Exercise goal: All entries below must be written out verbatim, and the images must be dropped.

^^^^^^^^

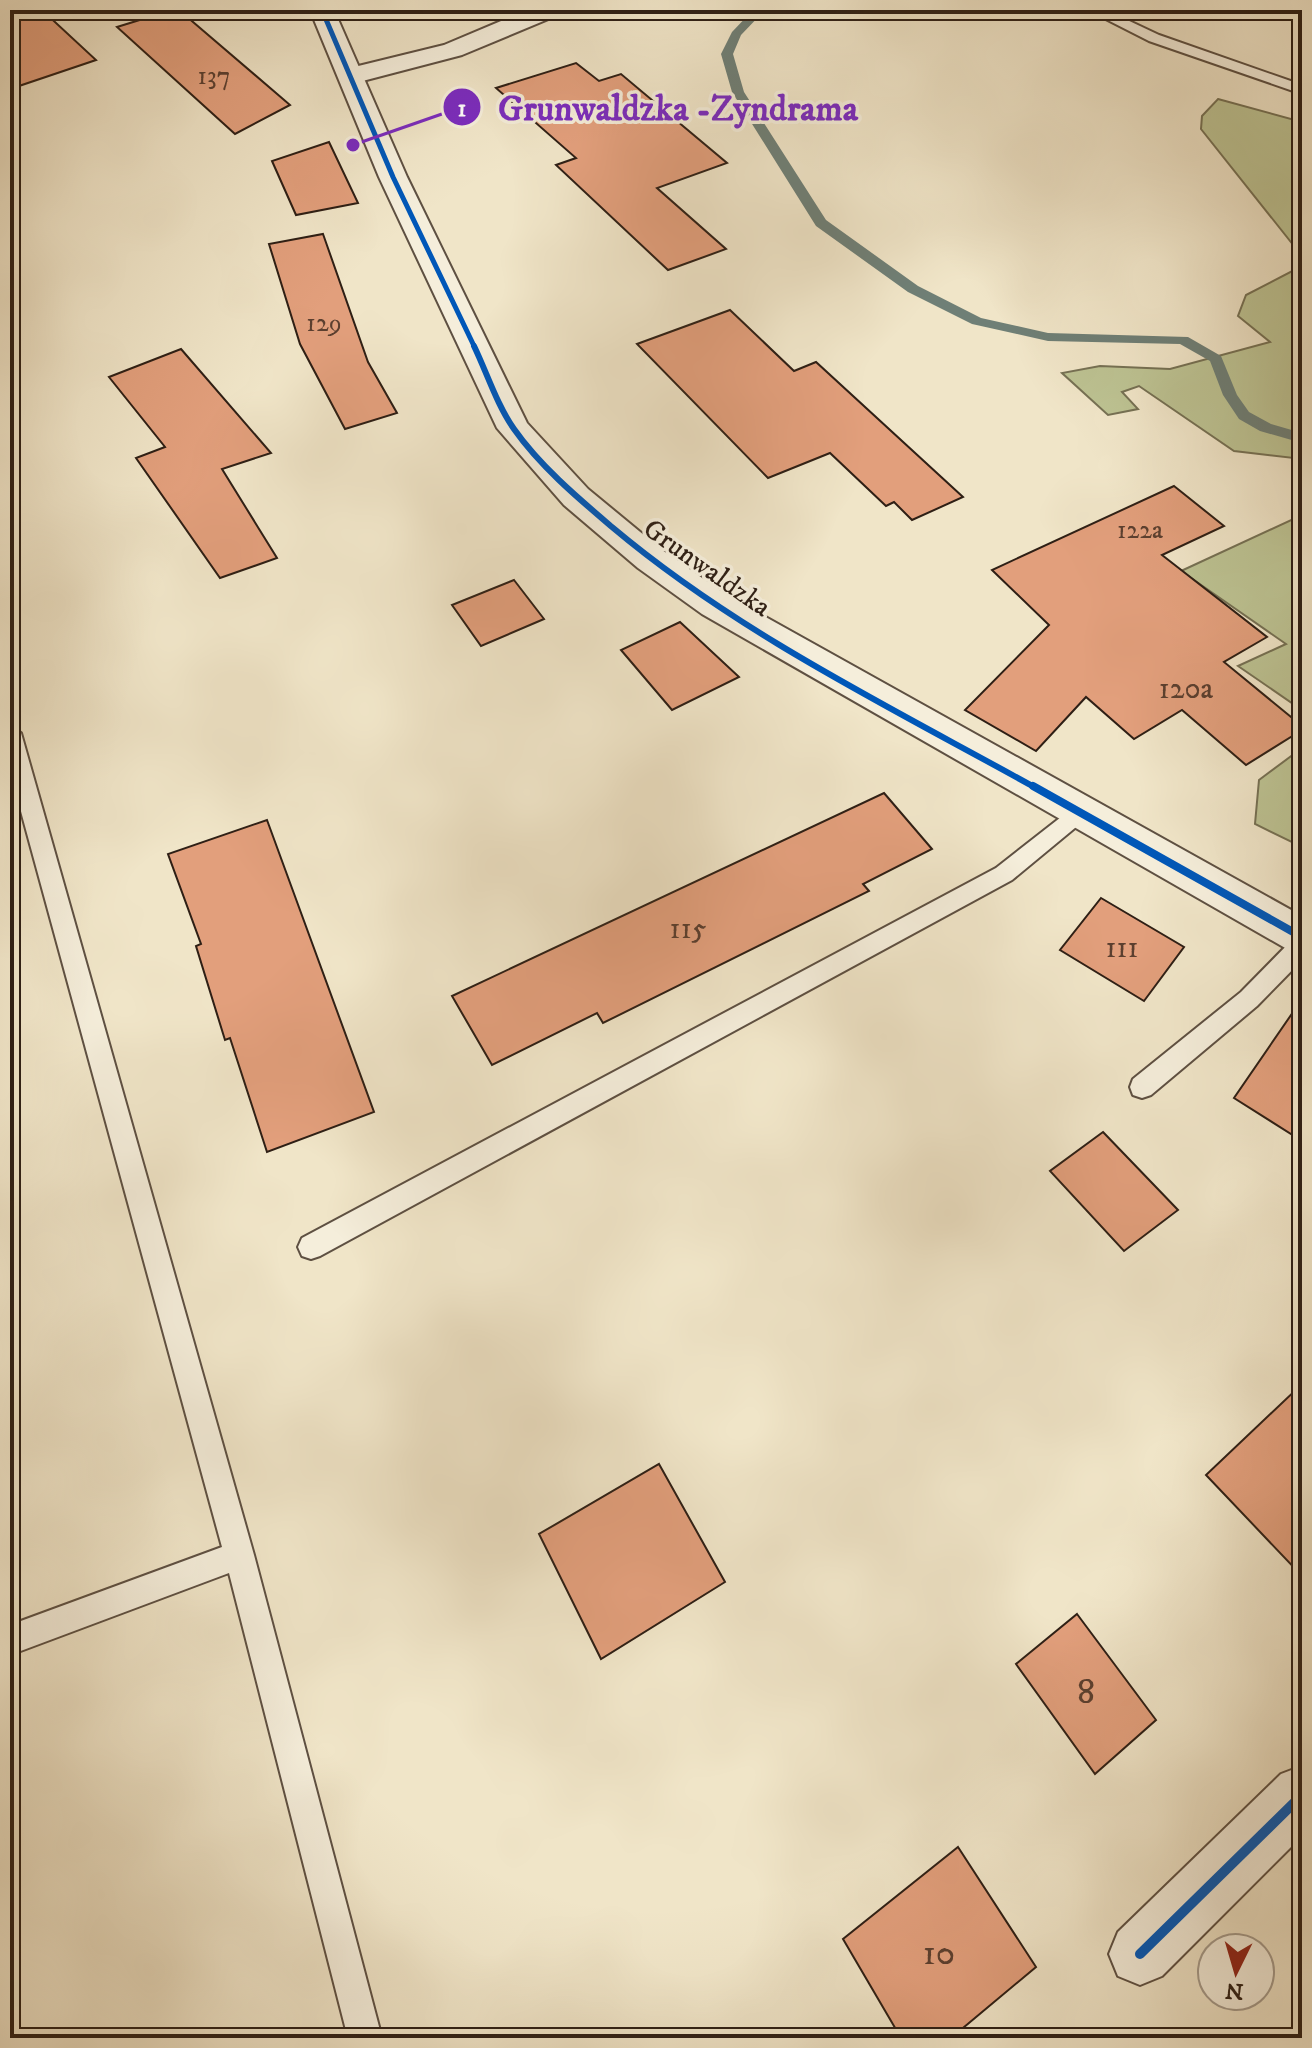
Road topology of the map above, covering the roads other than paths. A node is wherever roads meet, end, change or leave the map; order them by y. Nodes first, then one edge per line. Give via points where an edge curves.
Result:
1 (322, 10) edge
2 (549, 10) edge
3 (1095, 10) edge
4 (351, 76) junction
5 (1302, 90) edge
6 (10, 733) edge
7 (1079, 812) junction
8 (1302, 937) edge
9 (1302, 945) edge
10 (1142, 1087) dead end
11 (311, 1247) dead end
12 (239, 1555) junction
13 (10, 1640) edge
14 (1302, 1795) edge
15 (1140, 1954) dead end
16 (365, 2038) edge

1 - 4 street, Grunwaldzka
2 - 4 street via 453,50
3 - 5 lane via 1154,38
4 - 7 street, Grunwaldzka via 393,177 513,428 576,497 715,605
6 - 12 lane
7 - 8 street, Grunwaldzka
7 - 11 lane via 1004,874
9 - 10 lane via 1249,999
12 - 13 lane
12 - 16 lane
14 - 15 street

^^^^^^^^

Your solution:
Road topology of the map above, covering the roads other than paths. A node is wherever roads meet, end, change or leave the map; order them by y. Nodes first, then one edge per line. Give via points where an edge curves.
Result:
1 (322, 10) edge
2 (549, 10) edge
3 (1095, 10) edge
4 (351, 76) junction
5 (1302, 90) edge
6 (10, 733) edge
7 (1079, 812) junction
8 (1302, 937) edge
9 (1302, 945) edge
10 (1142, 1087) dead end
11 (311, 1247) dead end
12 (239, 1555) junction
13 (10, 1640) edge
14 (1302, 1795) edge
15 (1140, 1954) dead end
16 (365, 2038) edge

1 - 4 street, Grunwaldzka
2 - 4 street via 453,50
3 - 5 lane via 1154,38
4 - 7 street, Grunwaldzka via 393,177 513,428 576,497 715,605
6 - 12 lane
7 - 8 street, Grunwaldzka
7 - 11 lane via 1004,874
9 - 10 lane via 1249,999
12 - 13 lane
12 - 16 lane
14 - 15 street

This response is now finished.